**DATASET RECORDS**:
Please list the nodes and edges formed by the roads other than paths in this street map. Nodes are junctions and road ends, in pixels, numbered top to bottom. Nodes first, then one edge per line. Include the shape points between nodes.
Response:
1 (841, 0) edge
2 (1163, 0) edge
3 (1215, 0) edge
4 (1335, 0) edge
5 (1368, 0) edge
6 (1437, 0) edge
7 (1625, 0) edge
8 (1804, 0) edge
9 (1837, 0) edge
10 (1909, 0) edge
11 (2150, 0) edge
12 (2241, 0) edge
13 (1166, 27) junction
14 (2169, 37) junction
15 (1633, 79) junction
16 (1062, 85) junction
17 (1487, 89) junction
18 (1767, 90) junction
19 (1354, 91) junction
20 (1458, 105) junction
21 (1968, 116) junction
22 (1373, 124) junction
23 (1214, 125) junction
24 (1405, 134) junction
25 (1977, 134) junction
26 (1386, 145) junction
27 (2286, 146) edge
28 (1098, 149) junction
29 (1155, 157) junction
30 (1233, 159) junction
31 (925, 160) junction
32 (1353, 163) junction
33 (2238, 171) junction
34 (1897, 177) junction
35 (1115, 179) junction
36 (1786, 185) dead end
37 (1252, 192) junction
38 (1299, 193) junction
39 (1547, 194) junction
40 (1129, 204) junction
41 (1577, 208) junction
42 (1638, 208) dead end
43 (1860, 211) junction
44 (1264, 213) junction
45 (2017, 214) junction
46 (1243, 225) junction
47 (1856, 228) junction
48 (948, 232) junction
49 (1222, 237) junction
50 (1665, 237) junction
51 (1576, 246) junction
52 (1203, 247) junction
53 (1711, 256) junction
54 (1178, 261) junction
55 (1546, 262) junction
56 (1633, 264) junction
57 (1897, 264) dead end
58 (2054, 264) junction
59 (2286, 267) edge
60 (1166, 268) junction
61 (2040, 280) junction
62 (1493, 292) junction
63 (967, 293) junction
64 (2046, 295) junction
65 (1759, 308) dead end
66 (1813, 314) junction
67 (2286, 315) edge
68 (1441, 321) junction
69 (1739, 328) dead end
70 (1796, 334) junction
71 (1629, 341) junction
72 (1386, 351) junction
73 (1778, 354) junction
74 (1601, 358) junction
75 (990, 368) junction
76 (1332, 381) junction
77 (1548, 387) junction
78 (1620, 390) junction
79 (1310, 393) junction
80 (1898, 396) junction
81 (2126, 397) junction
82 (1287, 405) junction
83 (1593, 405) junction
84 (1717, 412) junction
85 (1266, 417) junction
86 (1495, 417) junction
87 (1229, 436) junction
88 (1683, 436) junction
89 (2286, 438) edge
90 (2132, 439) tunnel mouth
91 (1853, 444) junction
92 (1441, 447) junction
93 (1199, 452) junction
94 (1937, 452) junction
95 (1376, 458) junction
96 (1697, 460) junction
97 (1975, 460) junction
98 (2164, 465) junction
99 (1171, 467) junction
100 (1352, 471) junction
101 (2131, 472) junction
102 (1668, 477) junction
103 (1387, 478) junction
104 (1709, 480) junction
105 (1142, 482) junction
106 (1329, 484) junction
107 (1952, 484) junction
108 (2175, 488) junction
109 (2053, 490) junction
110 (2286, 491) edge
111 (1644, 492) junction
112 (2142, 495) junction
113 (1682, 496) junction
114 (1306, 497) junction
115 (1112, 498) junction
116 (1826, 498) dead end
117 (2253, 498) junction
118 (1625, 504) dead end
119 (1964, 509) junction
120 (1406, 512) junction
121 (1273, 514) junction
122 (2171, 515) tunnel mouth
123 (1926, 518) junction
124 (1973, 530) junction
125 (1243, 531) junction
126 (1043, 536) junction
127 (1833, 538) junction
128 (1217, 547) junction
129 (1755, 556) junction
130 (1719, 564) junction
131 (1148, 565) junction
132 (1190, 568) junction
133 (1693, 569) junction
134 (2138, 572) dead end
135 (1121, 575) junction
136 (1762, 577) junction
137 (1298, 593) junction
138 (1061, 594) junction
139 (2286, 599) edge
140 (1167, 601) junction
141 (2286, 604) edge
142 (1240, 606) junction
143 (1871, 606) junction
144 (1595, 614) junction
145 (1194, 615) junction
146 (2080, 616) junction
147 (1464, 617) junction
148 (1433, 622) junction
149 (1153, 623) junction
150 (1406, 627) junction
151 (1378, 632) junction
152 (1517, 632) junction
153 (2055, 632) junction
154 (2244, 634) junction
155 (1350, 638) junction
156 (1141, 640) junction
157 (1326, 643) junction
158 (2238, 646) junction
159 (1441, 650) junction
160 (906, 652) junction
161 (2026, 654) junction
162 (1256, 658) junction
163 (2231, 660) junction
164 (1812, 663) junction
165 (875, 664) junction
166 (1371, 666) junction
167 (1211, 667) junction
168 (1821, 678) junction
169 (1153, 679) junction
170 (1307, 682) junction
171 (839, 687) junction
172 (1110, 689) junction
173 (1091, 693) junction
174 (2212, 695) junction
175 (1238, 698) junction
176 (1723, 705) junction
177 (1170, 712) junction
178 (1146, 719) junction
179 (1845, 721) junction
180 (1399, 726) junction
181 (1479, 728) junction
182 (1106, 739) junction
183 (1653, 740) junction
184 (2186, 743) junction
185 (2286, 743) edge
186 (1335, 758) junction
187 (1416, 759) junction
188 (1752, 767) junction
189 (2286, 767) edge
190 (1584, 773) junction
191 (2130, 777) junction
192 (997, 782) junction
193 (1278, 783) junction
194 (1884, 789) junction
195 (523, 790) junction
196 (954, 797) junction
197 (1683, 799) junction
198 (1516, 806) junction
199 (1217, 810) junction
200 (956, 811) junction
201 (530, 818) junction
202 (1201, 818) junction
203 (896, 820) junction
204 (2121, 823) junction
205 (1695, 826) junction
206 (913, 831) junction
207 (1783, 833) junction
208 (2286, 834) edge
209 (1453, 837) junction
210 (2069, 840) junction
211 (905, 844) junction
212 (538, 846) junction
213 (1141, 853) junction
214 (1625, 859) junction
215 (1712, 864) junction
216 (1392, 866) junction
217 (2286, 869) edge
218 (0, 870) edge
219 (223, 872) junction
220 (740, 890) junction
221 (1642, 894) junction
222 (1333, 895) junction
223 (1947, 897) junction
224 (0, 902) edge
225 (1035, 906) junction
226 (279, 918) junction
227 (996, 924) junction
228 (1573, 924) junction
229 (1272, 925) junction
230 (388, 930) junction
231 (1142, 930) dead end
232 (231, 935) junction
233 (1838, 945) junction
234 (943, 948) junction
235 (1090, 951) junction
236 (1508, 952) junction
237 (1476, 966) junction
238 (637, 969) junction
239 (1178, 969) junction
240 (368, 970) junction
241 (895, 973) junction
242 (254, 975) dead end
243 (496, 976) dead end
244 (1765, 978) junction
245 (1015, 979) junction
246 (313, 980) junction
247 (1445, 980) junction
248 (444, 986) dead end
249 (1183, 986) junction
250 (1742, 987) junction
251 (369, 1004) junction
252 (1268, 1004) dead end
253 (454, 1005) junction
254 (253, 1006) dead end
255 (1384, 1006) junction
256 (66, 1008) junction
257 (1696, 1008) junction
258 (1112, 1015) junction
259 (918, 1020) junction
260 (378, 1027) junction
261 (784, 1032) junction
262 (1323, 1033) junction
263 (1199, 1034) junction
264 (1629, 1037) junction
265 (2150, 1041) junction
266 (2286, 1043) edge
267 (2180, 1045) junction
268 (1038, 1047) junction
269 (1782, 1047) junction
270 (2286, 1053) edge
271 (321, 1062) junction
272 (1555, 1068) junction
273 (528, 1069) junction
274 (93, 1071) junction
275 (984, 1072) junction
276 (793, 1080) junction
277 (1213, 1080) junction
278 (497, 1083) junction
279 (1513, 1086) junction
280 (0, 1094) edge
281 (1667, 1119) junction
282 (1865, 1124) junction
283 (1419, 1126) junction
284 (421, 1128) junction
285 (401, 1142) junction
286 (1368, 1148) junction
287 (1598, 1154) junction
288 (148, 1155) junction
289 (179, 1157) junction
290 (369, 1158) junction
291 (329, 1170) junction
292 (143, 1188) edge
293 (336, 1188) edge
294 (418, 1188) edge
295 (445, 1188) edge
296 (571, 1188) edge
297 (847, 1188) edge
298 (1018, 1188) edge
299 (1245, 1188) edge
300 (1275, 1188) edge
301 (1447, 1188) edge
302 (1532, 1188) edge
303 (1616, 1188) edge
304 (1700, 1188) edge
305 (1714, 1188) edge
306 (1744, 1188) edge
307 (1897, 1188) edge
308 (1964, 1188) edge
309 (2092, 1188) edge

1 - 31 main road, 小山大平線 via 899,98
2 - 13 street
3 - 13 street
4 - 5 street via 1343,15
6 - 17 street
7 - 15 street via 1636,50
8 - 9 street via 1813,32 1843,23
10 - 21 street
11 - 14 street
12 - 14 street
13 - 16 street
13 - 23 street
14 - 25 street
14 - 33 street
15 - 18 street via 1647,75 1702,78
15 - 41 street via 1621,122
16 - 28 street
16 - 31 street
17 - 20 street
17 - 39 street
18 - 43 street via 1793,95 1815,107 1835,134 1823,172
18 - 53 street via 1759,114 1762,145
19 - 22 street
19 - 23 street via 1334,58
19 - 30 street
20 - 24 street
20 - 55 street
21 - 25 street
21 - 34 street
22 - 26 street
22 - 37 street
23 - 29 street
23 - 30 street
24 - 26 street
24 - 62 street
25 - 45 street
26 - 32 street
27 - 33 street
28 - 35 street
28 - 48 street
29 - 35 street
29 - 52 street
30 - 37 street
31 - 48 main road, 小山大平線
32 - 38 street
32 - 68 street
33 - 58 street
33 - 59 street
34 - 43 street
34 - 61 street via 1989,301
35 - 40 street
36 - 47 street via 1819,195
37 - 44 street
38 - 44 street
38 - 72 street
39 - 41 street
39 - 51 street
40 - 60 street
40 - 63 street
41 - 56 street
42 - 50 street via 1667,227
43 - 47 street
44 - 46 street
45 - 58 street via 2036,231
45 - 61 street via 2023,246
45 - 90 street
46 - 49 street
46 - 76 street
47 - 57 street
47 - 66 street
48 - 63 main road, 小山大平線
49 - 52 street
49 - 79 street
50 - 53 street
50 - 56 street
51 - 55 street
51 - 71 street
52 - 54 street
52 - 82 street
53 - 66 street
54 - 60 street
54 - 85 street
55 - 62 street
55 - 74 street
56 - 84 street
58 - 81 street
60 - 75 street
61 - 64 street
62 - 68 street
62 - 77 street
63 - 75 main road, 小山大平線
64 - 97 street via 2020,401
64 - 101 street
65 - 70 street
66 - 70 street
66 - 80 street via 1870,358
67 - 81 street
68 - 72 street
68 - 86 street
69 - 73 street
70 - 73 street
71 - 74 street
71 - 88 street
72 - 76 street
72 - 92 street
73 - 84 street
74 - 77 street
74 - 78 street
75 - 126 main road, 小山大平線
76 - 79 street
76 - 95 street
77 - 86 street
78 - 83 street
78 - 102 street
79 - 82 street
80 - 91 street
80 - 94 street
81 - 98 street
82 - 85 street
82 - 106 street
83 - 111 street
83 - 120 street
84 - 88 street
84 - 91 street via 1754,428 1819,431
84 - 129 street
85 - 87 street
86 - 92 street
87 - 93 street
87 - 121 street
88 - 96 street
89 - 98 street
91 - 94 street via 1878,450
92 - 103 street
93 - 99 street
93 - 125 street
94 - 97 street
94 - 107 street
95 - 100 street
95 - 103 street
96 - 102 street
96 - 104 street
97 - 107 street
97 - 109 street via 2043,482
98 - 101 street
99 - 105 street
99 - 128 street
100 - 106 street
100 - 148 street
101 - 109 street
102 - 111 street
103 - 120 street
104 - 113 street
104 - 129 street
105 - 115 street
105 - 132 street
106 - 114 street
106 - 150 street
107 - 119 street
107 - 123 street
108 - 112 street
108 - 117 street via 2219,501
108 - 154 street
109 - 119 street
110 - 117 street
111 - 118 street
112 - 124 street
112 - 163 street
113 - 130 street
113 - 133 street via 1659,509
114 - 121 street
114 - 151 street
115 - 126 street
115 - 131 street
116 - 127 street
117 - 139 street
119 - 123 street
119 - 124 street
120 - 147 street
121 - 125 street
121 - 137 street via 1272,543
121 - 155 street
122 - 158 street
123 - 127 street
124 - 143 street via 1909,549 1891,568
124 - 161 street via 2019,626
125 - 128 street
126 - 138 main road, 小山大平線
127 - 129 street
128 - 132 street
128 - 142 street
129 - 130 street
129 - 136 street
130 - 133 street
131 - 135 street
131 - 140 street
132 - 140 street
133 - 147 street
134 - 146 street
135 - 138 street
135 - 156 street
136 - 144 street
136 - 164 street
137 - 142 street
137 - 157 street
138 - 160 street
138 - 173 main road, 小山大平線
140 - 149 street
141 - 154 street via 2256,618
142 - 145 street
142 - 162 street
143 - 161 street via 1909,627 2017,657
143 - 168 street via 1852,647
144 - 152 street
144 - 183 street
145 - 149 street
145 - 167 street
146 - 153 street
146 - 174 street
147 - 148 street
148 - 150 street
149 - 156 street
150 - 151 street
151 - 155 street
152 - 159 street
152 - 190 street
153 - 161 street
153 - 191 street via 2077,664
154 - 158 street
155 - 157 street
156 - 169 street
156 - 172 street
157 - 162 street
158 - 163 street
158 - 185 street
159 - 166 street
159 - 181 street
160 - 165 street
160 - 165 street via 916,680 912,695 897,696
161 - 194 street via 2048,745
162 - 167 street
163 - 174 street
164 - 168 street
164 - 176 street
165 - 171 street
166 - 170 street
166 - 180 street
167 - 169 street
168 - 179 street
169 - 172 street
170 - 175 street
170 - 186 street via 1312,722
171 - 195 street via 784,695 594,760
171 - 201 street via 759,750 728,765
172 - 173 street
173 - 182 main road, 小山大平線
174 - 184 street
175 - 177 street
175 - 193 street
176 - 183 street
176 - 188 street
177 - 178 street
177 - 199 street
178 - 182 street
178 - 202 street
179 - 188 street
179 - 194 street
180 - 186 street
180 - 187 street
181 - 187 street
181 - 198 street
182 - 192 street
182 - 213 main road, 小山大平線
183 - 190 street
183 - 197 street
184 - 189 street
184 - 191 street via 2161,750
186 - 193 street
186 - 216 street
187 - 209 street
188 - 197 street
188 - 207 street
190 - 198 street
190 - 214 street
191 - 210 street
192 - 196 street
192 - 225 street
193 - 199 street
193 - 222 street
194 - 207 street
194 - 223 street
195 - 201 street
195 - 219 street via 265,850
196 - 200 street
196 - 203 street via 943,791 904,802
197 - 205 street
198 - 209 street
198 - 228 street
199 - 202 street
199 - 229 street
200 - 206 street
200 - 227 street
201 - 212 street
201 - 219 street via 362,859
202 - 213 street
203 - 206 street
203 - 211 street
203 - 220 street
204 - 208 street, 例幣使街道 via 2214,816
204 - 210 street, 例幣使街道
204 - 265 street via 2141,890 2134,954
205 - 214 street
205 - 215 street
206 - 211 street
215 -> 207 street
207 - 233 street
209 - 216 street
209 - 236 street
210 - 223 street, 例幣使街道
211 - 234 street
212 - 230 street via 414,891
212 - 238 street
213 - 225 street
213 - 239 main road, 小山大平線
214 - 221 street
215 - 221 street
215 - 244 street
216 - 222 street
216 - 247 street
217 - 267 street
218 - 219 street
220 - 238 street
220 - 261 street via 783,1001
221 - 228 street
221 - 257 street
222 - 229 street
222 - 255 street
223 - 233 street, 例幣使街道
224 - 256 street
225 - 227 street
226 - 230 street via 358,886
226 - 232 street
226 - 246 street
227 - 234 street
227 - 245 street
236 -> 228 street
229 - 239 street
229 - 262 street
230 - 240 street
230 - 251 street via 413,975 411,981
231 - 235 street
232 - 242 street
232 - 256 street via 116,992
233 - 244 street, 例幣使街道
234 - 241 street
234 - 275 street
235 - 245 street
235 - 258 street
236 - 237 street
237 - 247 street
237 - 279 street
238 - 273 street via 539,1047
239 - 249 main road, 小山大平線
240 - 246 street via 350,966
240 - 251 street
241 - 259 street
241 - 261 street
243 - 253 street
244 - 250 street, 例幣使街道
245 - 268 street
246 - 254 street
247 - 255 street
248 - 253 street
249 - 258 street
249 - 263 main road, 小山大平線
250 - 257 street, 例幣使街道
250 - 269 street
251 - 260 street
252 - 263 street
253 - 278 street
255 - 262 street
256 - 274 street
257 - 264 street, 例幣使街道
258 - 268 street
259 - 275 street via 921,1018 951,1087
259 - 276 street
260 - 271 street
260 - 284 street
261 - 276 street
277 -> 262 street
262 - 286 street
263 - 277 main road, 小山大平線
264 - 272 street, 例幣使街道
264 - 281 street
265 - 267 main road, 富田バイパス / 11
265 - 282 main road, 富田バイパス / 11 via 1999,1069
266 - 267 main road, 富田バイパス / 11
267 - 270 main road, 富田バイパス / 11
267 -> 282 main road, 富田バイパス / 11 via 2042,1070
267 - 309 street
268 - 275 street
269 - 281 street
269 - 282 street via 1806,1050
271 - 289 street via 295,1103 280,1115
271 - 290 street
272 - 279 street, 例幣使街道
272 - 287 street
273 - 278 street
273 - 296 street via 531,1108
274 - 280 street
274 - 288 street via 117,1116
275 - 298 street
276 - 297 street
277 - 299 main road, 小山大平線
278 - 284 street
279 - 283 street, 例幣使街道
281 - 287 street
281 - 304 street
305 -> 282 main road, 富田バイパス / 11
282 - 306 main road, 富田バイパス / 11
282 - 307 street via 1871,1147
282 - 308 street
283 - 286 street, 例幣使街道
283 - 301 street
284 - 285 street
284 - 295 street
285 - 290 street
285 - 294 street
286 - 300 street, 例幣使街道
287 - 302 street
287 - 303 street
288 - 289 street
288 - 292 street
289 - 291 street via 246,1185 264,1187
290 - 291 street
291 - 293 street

**TASK DETAILS**: Every line in the data above that contains the word "富田バイパス" should be copied.

**WRITTEN SOLUTION**:
265 - 267 main road, 富田バイパス / 11
265 - 282 main road, 富田バイパス / 11 via 1999,1069
266 - 267 main road, 富田バイパス / 11
267 - 270 main road, 富田バイパス / 11
267 -> 282 main road, 富田バイパス / 11 via 2042,1070
305 -> 282 main road, 富田バイパス / 11
282 - 306 main road, 富田バイパス / 11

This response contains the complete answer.